Nevertheless, everything happens for a reason. Being overloaded is what I needed at that moment in my life to catapult me on to the right path. If I was braced for it, I probably would have avoided it, been overly cautious and fallen back to protect my cowardly ways.
I had set no intention on what I wanted to gain from Past Life Regression. So the Universe gave me what I needed most at the time. An insight on why I suffered from Postpartum Depression, how loneliness is an underlying foundation for my emotions, and why the need for control feels so paramount.
The hypnotherapist and my visualization lead me to a hallway. My subconscious mind could not decide what the hallway looked like. It shifted constantly. Different floors, walls and doors. Sometimes the hallway was well lit and other times it was eerily dark.
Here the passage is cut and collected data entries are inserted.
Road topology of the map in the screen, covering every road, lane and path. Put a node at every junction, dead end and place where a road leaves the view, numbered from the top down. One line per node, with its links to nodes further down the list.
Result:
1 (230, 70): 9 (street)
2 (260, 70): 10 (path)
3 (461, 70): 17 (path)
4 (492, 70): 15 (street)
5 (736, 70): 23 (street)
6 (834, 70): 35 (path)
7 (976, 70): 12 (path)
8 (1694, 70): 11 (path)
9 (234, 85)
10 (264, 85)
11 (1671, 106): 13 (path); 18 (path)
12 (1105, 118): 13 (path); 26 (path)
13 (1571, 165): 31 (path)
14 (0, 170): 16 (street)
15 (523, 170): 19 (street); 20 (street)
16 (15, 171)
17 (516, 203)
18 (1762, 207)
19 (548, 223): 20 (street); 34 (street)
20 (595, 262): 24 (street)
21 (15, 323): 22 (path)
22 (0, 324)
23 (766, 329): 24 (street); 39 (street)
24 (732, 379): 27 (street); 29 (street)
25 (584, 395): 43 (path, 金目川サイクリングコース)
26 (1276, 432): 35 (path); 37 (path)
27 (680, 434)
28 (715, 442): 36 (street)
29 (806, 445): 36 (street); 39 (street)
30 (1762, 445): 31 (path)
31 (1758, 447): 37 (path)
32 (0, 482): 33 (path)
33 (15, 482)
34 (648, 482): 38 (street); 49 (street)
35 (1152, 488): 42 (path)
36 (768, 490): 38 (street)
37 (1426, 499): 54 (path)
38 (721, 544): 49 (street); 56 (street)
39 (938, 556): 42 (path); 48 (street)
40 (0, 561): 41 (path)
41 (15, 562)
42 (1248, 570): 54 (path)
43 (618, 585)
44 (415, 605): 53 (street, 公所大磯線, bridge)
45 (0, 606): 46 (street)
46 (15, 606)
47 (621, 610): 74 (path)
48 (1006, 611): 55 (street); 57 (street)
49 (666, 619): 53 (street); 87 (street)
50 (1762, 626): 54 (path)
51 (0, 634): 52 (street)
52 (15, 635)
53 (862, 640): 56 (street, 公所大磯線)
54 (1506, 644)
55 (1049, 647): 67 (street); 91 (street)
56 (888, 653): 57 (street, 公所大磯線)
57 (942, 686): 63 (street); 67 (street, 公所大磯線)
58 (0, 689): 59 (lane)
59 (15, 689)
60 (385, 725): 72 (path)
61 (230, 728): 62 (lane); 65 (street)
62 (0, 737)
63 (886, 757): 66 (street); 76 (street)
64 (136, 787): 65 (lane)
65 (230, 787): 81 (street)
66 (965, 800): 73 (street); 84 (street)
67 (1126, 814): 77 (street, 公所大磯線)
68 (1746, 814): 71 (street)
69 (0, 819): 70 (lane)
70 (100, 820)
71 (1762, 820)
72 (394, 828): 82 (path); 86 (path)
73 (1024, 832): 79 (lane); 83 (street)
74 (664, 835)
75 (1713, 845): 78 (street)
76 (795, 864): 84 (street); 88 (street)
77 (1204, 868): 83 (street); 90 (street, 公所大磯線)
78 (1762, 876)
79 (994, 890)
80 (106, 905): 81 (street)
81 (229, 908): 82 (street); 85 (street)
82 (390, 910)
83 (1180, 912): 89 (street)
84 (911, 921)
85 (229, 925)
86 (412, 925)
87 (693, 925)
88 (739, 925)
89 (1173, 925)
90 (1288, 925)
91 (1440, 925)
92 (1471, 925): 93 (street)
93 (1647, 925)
My fear was causing the distortion.
And no door compelled me forward because I didn’t set an intention. On top of it all, I could only see out of one eye and it was squinty. My fear and frustration was increasing with my desperate need for control of the session.
My hypnotherapist soothed me and I was able to just pick a door at random. She reassured me that any door was going to show me something that I needed to know.
I jumped through a random door that was shadowed in darkness. I took a leap of faith through my fear and was rewarded with beautiful scenery.
I was sitting on a grassy hill overlooking a small town and a large manor. I was barefoot, knowing full well that it was considered naughty of me to do so. I had a book next to me with a small boy that was playing with the blades of grass. Here was a moment in that lifetime where I felt free and at peace. Away from my stifling home, with the wind gently blowing and my brother by my side.
We fast forward in that life. I was suddenly in a room with my father, arguing about an arranged marriage he had set up for me. It was in a far off place with a man I did not know. Away from all the things I loved and that made me feel safe. My mother was useless to defend me because she did not care for me. She continued to walk by our argument, her eyes cold and distant. She felt no connection to me or a need to understand why I was fighting with the ways of the world of men.
Fast forward again. Once I was a young woman, glowing with life that shone in my skin and hair. Now I lay on a deathbed, hair an oily dark mess and shallow, dusty skin stretched against my face. A maid cleaned around me, ignoring me under orders of my husband. I guess he thought that my “tantrum” would eventually end if everyone continued to ignore me.
However, little did he understand how stubborn and lonely I was. The life in me had been suffocated and the only tiny light that remained was desperate for some type of control. The only control I had left was the choice to eat. So I chose not to eat. It was my own form of protest. I would rather starve to death than be forced to continue living like this.
Eventually my body gave out and I died. I died alone because not even the maid noticed my passing.
The hypnotherapist guided me to a place of healing where I saw my soul in a horizontal egg shaped pod. I knew that my soul was there for a long time healing from that life’s traumas.
She brought me out and I was speechless.
We debriefed for a bit afterwards and the days that followed allowed the lessons of the past life regression to start clicking in place.
I saw my stubbornness and my need for control paralleled in this life. In this life I hate being told what to do, particularly from a romantic partner.
It also resonated with me on why I continue to have postpartum depression. In that life, I choose to end my life due to my depression. So in this life, I have depression again. The difference is in this life I actually have loved ones around me. The experience gave me a sense of peace about the postpartum depression. I do have the strength and resources to work with my depression in this day and age and I will continue to live past those dark moments in time.